Desafíos para Estados Unidos

El mundo está cambiando a ritmo de vértigo, y cada vez más importa tomar en cuenta cuáles son los intereses de las principales potencias para tratar de deducir cuáles serán los caminos que tomará. En concreto, no podrá entenderse el rumbo de la política exterior estadounidense, si no se tiene claro cuáles son algunas de sus principales fortalezas y de sus relativas carencias.

Muchas veces desde esta parte del mundo se tiende a relativizar el peso de Estados Unidos (EE.UU.) hoy en día, por causa de la enorme competencia económica china, por ejemplo, o por causa de las periódicas crisis sociales y de integración racial que sufre nuestro vecino del norte. Sin embargo, no puede haber duda alguna de que EE.UU. sigue siendo la primera potencia mundial hoy en día, y que sus fortalezas económicas y culturales le aseguran ese lugar por un buen tiempo más.

¿Cuántas veces hemos escuchado a la izquierda latinoamericana señalar que hay pobreza y desigualdad en EE.UU.? Pues bien: incluso los pobres actuales de ese país serían considerados ricos según los estándares de nivel de vida de épocas pasadas, ya que en estos últimos treinta años la economía norteamericana ha crecido enormemente y generado riquezas para todas sus clases sociales. A esa mejora histórica conviene agregar un dato clave que no puede pasar desapercibido: hoy, el estadounidense medio es rico en comparación con el resto del mundo, ya que ocupa el percentil 92 de ingresos a nivel mundial. Entiéndase bien: no estamos hablando de los multimillonarios excepcionales, sino del estadounidense medio en comparación con el resto del mundo.

Además, a nivel del capitalismo global el peso de EE.UU. es enorme: seis de las diez empresas más rentables del mundo (incluidas las tres primeras), once de las veinte mayores compañías, y diecisiete de las veinte marcas más valiosas, son norteamericanas. A estos datos económicos se suman otros más culturales que también son fundamentales para asentar la potencia de un país. Con el 4 % de la población mundial, Estados Unidos ha sido el hogar de casi la mitad de todos los galardonados con el Premio Nobel, y siete de las diez mejores universidades del mundo son estadounidenses.
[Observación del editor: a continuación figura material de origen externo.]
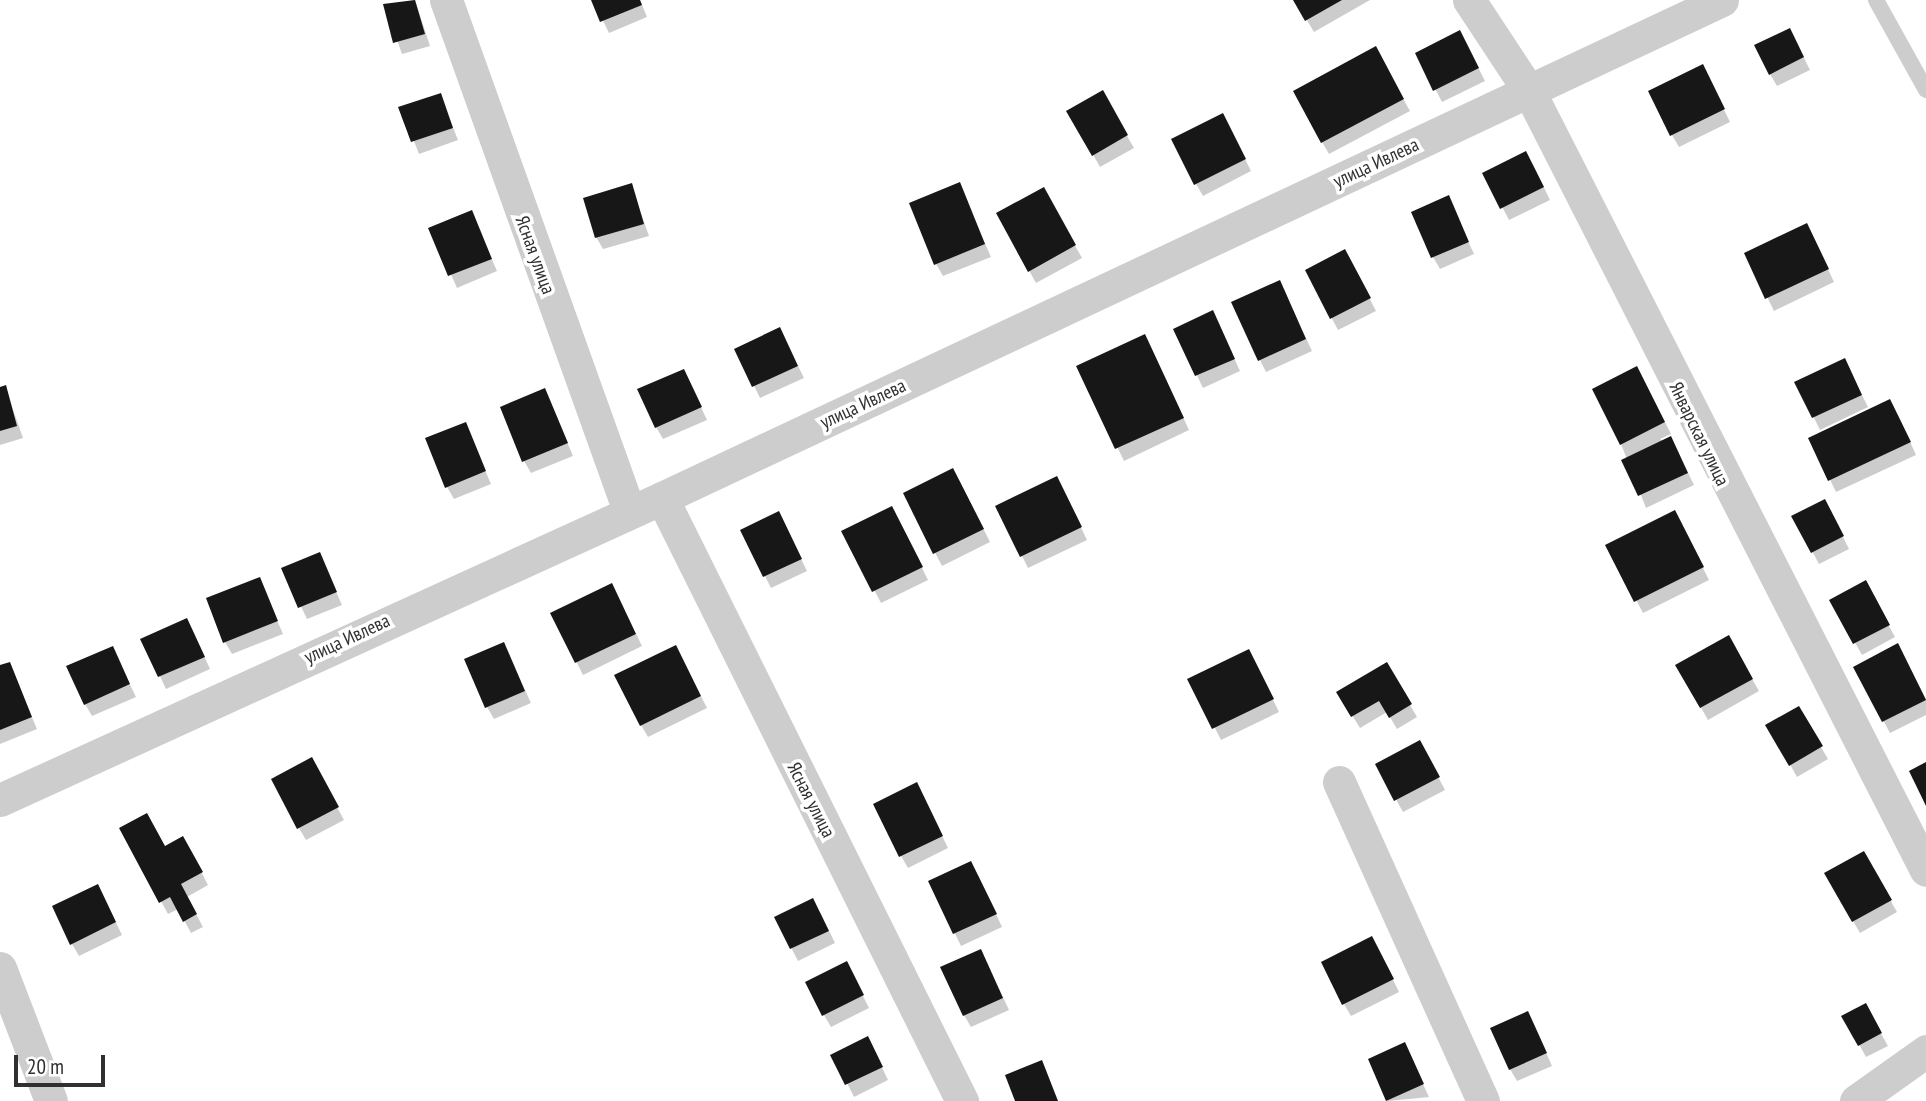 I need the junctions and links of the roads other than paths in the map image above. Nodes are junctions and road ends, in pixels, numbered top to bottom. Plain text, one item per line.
1 (446, 0) edge
2 (1469, 0) edge
3 (1722, 0) edge
4 (1876, 0) edge
5 (1926, 90) edge
6 (1529, 91) junction
7 (662, 498) junction
8 (628, 508) junction
9 (1339, 782) dead end
10 (0, 800) edge
11 (1926, 870) edge
12 (0, 968) edge
13 (1926, 1051) edge
14 (51, 1101) edge
15 (961, 1101) edge
16 (1483, 1101) edge
17 (1856, 1101) edge

1 - 8 street, Ясная улица
2 - 6 street, Январская улица
3 - 6 street, улица Ивлева
4 - 5 lane
6 - 7 street, улица Ивлева
6 - 11 street, Январская улица
7 - 8 street, улица Ивлева
7 - 15 street, Ясная улица
8 - 10 street, улица Ивлева
9 - 16 street
12 - 14 street
13 - 17 street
Incluso en la extensión de la influencia cultural por el mundo, elemento clave del “soft power”, es decir la influencia en los valores y en las preferencias que ejerce una cultura y una civilización en el extranjero, EE.UU. se destaca: de las diez películas más taquilleras fuera de EE.UU., todas son de producción estadounidense; y diez de los veinte artistas musicales con mayores éxitos de todos los tiempos son de ese país.
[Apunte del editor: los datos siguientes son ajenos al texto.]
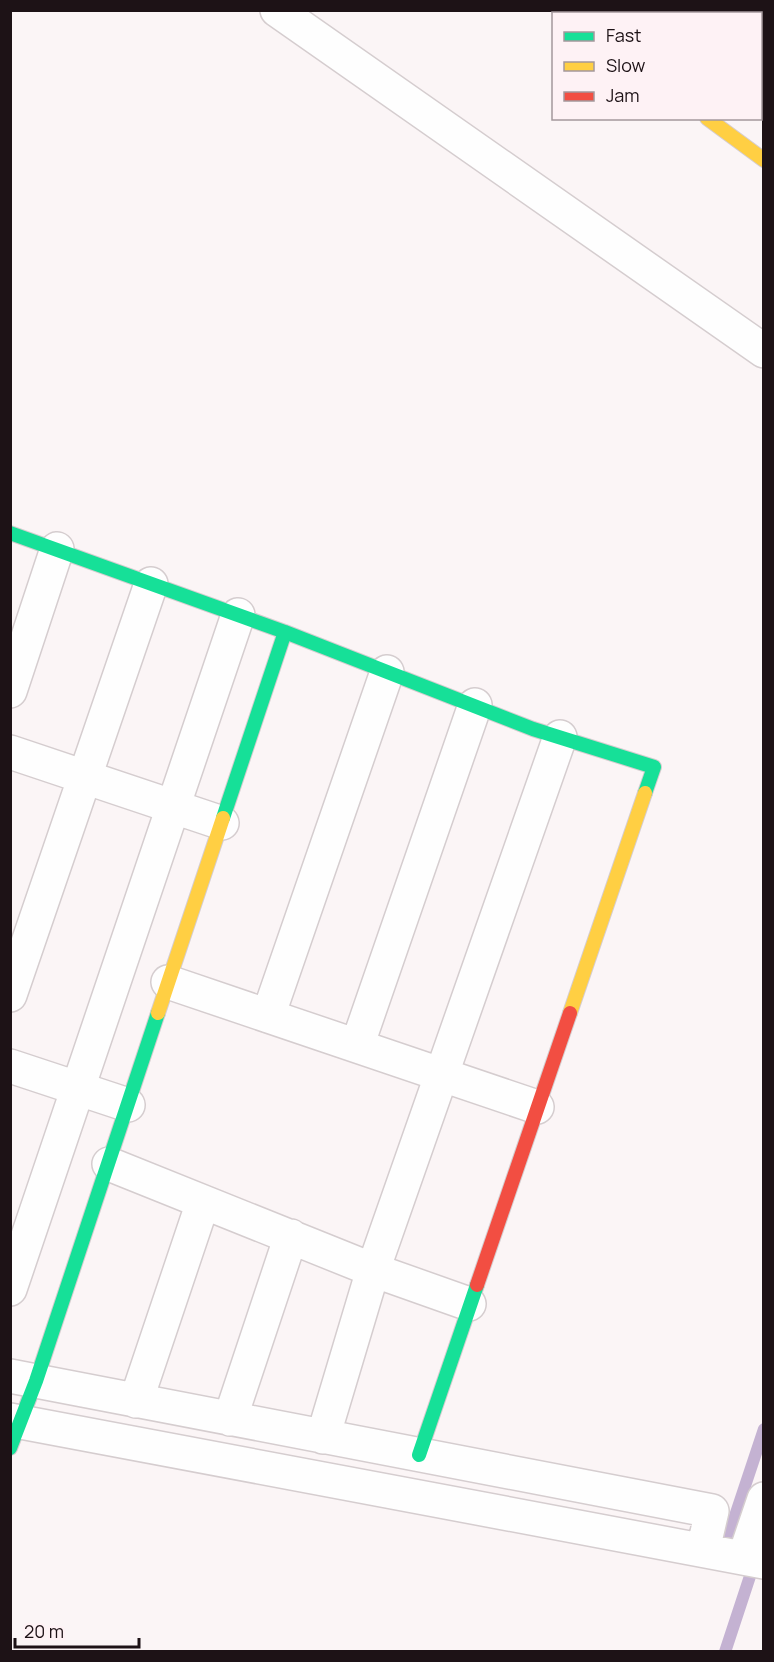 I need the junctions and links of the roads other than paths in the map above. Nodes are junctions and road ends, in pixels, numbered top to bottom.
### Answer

En este esquema, ¿por qué se empeña EE.UU. en promover una política exterior que asegure el suministro de materias primas y en particular de lo que se conoce como tierras raras? Esto conocido como tierras raras es una categoría de metales con propiedades fisicoquímicas excepcionales. Su nombre resulta de la dificultad de su extracción: son abundantes, pero en concentraciones muy bajas. Y la clave está en que son fundamentales para las tecnologías informáticas (pantallas, chips, componentes de smartphones, fibra óptica), para la generación de electricidad utilizando fuentes de energías renovables (solar fotovoltaica, eólica), y en general para todos los dispositivos conectados en la nueva economía.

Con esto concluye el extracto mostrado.